How to Create a Nonreader

Alfie Kohn wrote a marvelous piece in the English Journal in 2010 on how educators can create nonreaders. As an English major and Language Arts teacher, this hits close to home. I begin every single day knowing that I have 5 gigs. 5 shows to perform. 5 opportunities to inspire and motivate my learners. Reading Kohn's article provided me with insight to some practices that may make my learners loath reading (something that I, myself, loathed in grade school as well) rather than help them find their place in the literacy world.
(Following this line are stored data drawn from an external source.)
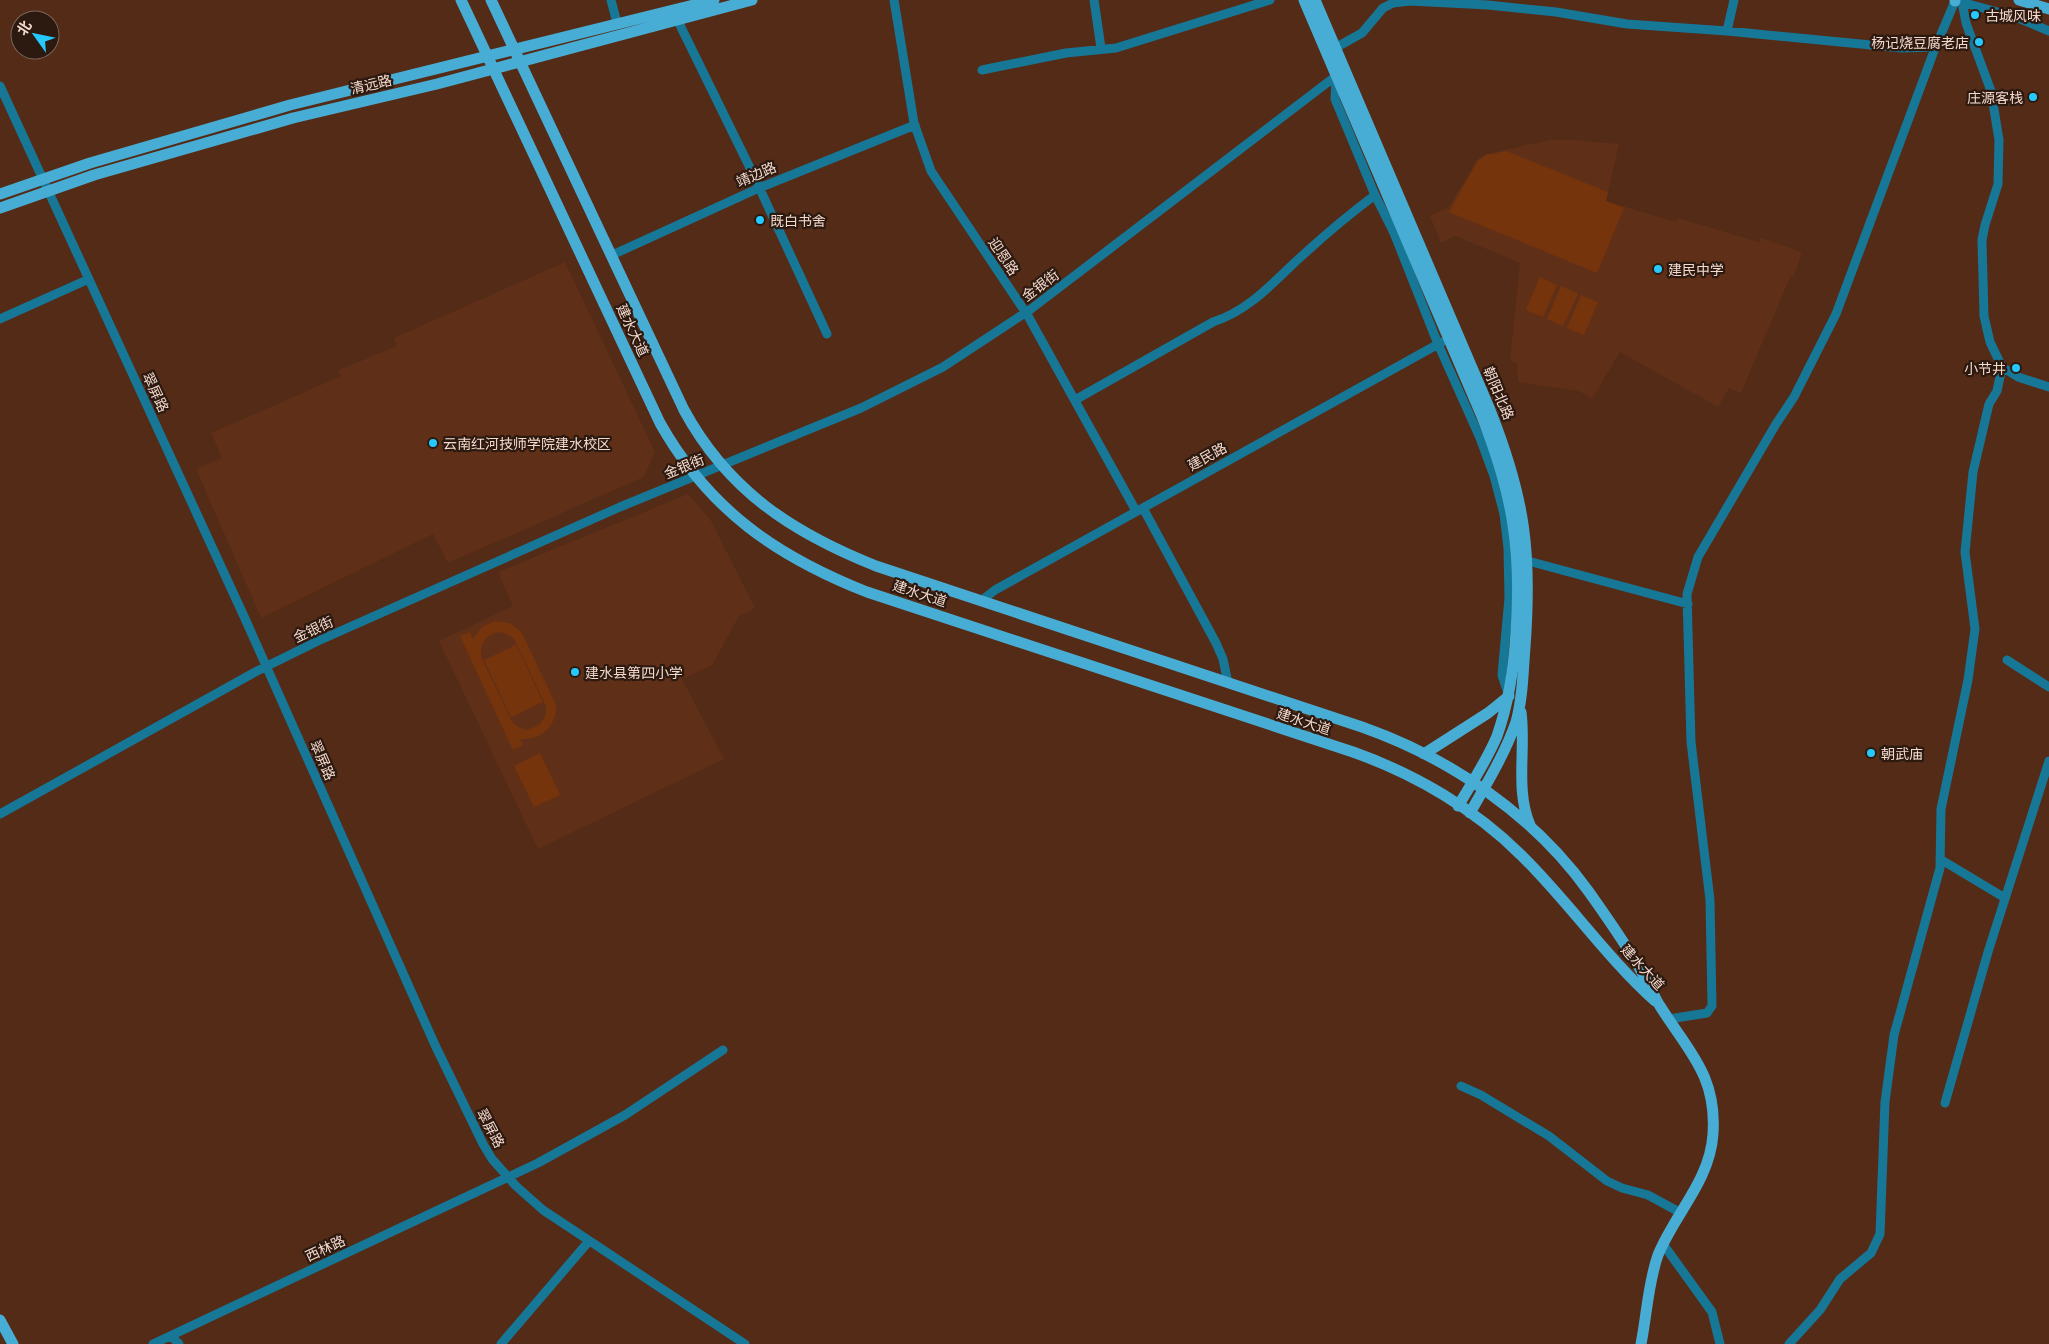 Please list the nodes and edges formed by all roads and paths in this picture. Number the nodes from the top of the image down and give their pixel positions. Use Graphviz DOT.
graph roads {
  1 [pos="461,0"];
  2 [pos="490,0"];
  3 [pos="611,0"];
  4 [pos="714,0"];
  5 [pos="752,0"];
  6 [pos="894,0"];
  7 [pos="1094,0"];
  8 [pos="1270,0"];
  9 [pos="1304,0"];
  10 [pos="1315,0"];
  11 [pos="1734,0"];
  12 [pos="2019,0"];
  13 [pos="1956,1"];
  14 [pos="2049,9"];
  15 [pos="677,19"];
  16 [pos="617,23"];
  17 [pos="1728,31"];
  18 [pos="2049,31"];
  19 [pos="1935,47"];
  20 [pos="1101,48"];
  21 [pos="1335,48"];
  22 [pos="514,49"];
  23 [pos="487,56"];
  24 [pos="519,61"];
  25 [pos="493,68"];
  26 [pos="982,70"];
  27 [pos="1336,76"];
  28 [pos="0,86"];
  29 [pos="915,125"];
  30 [pos="43,178"];
  31 [pos="759,188"];
  32 [pos="48,191"];
  33 [pos="0,194"];
  34 [pos="1375,195"];
  35 [pos="0,208"];
  36 [pos="612,255"];
  37 [pos="89,279"];
  38 [pos="1026,313"];
  39 [pos="0,319"];
  40 [pos="827,334"];
  41 [pos="1443,341"];
  42 [pos="2002,367"];
  43 [pos="2049,387"];
  44 [pos="1075,400"];
  45 [pos="722,466"];
  46 [pos="695,476"];
  47 [pos="1140,509"];
  48 [pos="1528,561"];
  49 [pos="981,601"];
  50 [pos="1688,604"];
  51 [pos="2007,660"];
  52 [pos="266,667"];
  53 [pos="1228,683"];
  54 [pos="2049,688"];
  55 [pos="1508,696"];
  56 [pos="1520,705"];
  57 [pos="1424,754"];
  58 [pos="2049,761"];
  59 [pos="1472,783"];
  60 [pos="1483,790"];
  61 [pos="1458,806"];
  62 [pos="1470,813"];
  63 [pos="0,814"];
  64 [pos="1532,829"];
  65 [pos="1940,859"];
  66 [pos="2005,898"];
  67 [pos="1660,1006"];
  68 [pos="1669,1019"];
  69 [pos="723,1050"];
  70 [pos="1461,1086"];
  71 [pos="1944,1103"];
  72 [pos="508,1177"];
  73 [pos="1681,1213"];
  74 [pos="589,1241"];
  75 [pos="1663,1244"];
  76 [pos="0,1320"];
  77 [pos="171,1336"];
  78 [pos="13,1344"];
  79 [pos="153,1344"];
  80 [pos="179,1344"];
  81 [pos="501,1344"];
  82 [pos="745,1344"];
  83 [pos="1641,1344"];
  84 [pos="1720,1344"];
  85 [pos="1789,1344"];
  1 -- 23 [label="main road, 建水大道"];
  2 -- 22 [label="main road, 建水大道"];
  3 -- 16 [label="street"];
  4 -- 16 [label="main road, 清远路"];
  5 -- 15 [label="main road, 清远路"];
  6 -- 29 [label="street, 迎恩路"];
  7 -- 20 [label="street"];
  8 -- 20 [label="street"];
  9 -- 27 [label="main road, 朝阳北路"];
  10 -- 21 [label="main road, 朝阳北路"];
  11 -- 17 [label="street"];
  12 -- 14 [label="main road"];
  13 -- 18 [label="street"];
  13 -- 19 [label="street"];
  13 -- 42 [label="street"];
  15 -- 24 [label="main road, 清远路"];
  15 -- 31 [label="street"];
  16 -- 22 [label="main road, 清远路"];
  17 -- 19 [label="street"];
  17 -- 21 [label="street"];
  19 -- 50 [label="street"];
  20 -- 26 [label="street"];
  21 -- 48 [label="main road, 朝阳北路"];
  22 -- 23 [label="main road, 清远路"];
  22 -- 24 [label="main road, 建水大道"];
  23 -- 25 [label="main road, 建水大道"];
  23 -- 30 [label="main road, 清远路"];
  24 -- 25 [label="main road, 清远路"];
  24 -- 36 [label="main road, 建水大道"];
  25 -- 32 [label="main road, 清远路"];
  25 -- 46 [label="main road, 建水大道"];
  27 -- 34 [label="street"];
  27 -- 38 [label="street, 金银街"];
  27 -- 41 [label="main road, 朝阳北路"];
  28 -- 30 [label="street, 翠屏路"];
  29 -- 31 [label="street, 靖边路"];
  29 -- 38 [label="street, 迎恩路"];
  30 -- 32 [label="street, 翠屏路"];
  30 -- 33 [label="main road, 清远路"];
  31 -- 36 [label="street, 靖边路"];
  31 -- 40 [label="street"];
  32 -- 35 [label="main road, 清远路"];
  32 -- 37 [label="street, 翠屏路"];
  34 -- 41 [label="street"];
  34 -- 44 [label="street"];
  36 -- 45 [label="main road, 建水大道"];
  37 -- 39 [label="street"];
  37 -- 52 [label="street, 翠屏路"];
  38 -- 44 [label="street, 迎恩路"];
  38 -- 45 [label="street, 金银街"];
  41 -- 47 [label="street, 建民路"];
  41 -- 55 [label="main road, 朝阳北路"];
  42 -- 43 [label="street"];
  42 -- 65 [label="street"];
  44 -- 47 [label="street, 迎恩路"];
  45 -- 46 [label="street, 金银街"];
  45 -- 49 [label="main road, 建水大道"];
  46 -- 52 [label="street, 金银街"];
  46 -- 61 [label="main road, 建水大道"];
  47 -- 49 [label="street, 建民路"];
  47 -- 53 [label="street, 迎恩路"];
  48 -- 50 [label="street"];
  48 -- 56 [label="main road, 朝阳北路"];
  49 -- 53 [label="main road, 建水大道"];
  50 -- 68 [label="street"];
  51 -- 54 [label="street"];
  52 -- 63 [label="street, 金银街"];
  52 -- 72 [label="street, 翠屏路"];
  53 -- 57 [label="main road, 建水大道"];
  55 -- 57 [label="main road"];
  55 -- 59 [label="main road, 朝阳北路"];
  56 -- 60 [label="main road, 朝阳北路"];
  56 -- 64 [label="main road"];
  57 -- 59 [label="main road, 建水大道"];
  58 -- 66 [label="street"];
  59 -- 60 [label="main road, 建水大道"];
  59 -- 61 [label="main road, 朝阳北路"];
  60 -- 62 [label="main road, 朝阳北路"];
  60 -- 64 [label="main road, 建水大道"];
  61 -- 62 [label="main road, 建水大道"];
  62 -- 67 [label="main road, 建水大道"];
  64 -- 67 [label="main road, 建水大道"];
  65 -- 66 [label="street"];
  65 -- 85 [label="street"];
  66 -- 71 [label="street"];
  67 -- 68 [label="main road"];
  68 -- 73 [label="main road"];
  69 -- 72 [label="street, 西林路"];
  70 -- 73 [label="street"];
  72 -- 74 [label="street, 翠屏路"];
  72 -- 77 [label="street, 西林路"];
  73 -- 75 [label="main road"];
  74 -- 81 [label="street"];
  74 -- 82 [label="street, 翠屏路"];
  75 -- 83 [label="main road"];
  75 -- 84 [label="street"];
  76 -- 78 [label="main road"];
  77 -- 79 [label="street, 西林路"];
  77 -- 80 [label="street"];
}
‘You can command writing, but you can’t command good writing,’ as Donald Murray once remarked- and you can’t make them want to do those things. The more you rely on coercion and extrinsic inducements, as a matter of fact, the less interest student are likely to have in whatever they were induced to do.
— Kohn, 2010

I am trying to promote literacy, not kill it. 21st century learners have the ability to find any piece of knowledge at their fingertips (literally). As educators, we need to understand the skills our 21st century learners need to acquire while keeping our instruction and practices relevant and meaningful. Here are the seven suggestions Kohn gives that teachers are doing that kills motivation in readers:

1. Quantify their reading assignments....When they’re told how much to read, they tend to just ‘turn the pages’ and ‘read to an assigned page number and stop,’ says Christopher Ward Ellsasser, a California high school teacher.... ‘What parents are discovering (surprise) is that those kids who used to sit down and read for pleasure- the kids who would get lost in a book and have to be told to put it down to eat/play/whatever- are now setting the timer...and stopping when the timer dings.... Reading has become a chore, like brushing your teeth.’
— Kohn, 2010
2. Make them write reports....’The best way to make students hate reading is to make them prove to you that they have read....Such assignments make the students hate the book they have just read, no matter how they felt about it before the project.’
— Kohn, 2010
3. Isolate them...
— Kohn, 2010
4. Focus on skills. Children grow to love reading when it’s about making meaning, when they’re confronted directly by provocative ideas, compelling characters, delicious prose. But that love may never bloom if all the good stuff is occluded by too much attention to machinery... I would have been far more successful had I asked a lot fewer questions that have only one correct answer. I should have helped the kids dive headfirst into the realm of metaphor rather than wasting their time on how a metaphor differs from a simile.... ‘Consequently, many young people come to associate reading with schooling rather than with learning more about what interests them.’
— Kohn, 2010
5. Offer them incentives.
— Kohn, 2010
6. Prepare them for tests.... By analogy, a classroom where learning is always pointed to a test is one where ideas, and the act of reading, are experienced as just so many means to an end.
— Kohn, 2010
7. Restrict their choices.... Those who choose...a “working with” approach- make a point of bringing students into the process of making decisions whenever possible....
The sad irony is that as children grow older and become more capable of making decisions, they’re given less opportunity to do so in schools....kids learn to make good decisions by making decisions, not by following directions.
— Kohn, 2010

In the end, I am left with more questions than answers. How can we continue to make skills, lessons, activities, and texts relevant with meaningful content? How can we ensure we are helping to create a community of readers? How can we teach important literacy strategies to those who need them in a way that won't kill the reader inside them? What would it look like if we did away with grades? How can we know our learners are growing if we took grades away? How can learners continue to have a voice in their education? 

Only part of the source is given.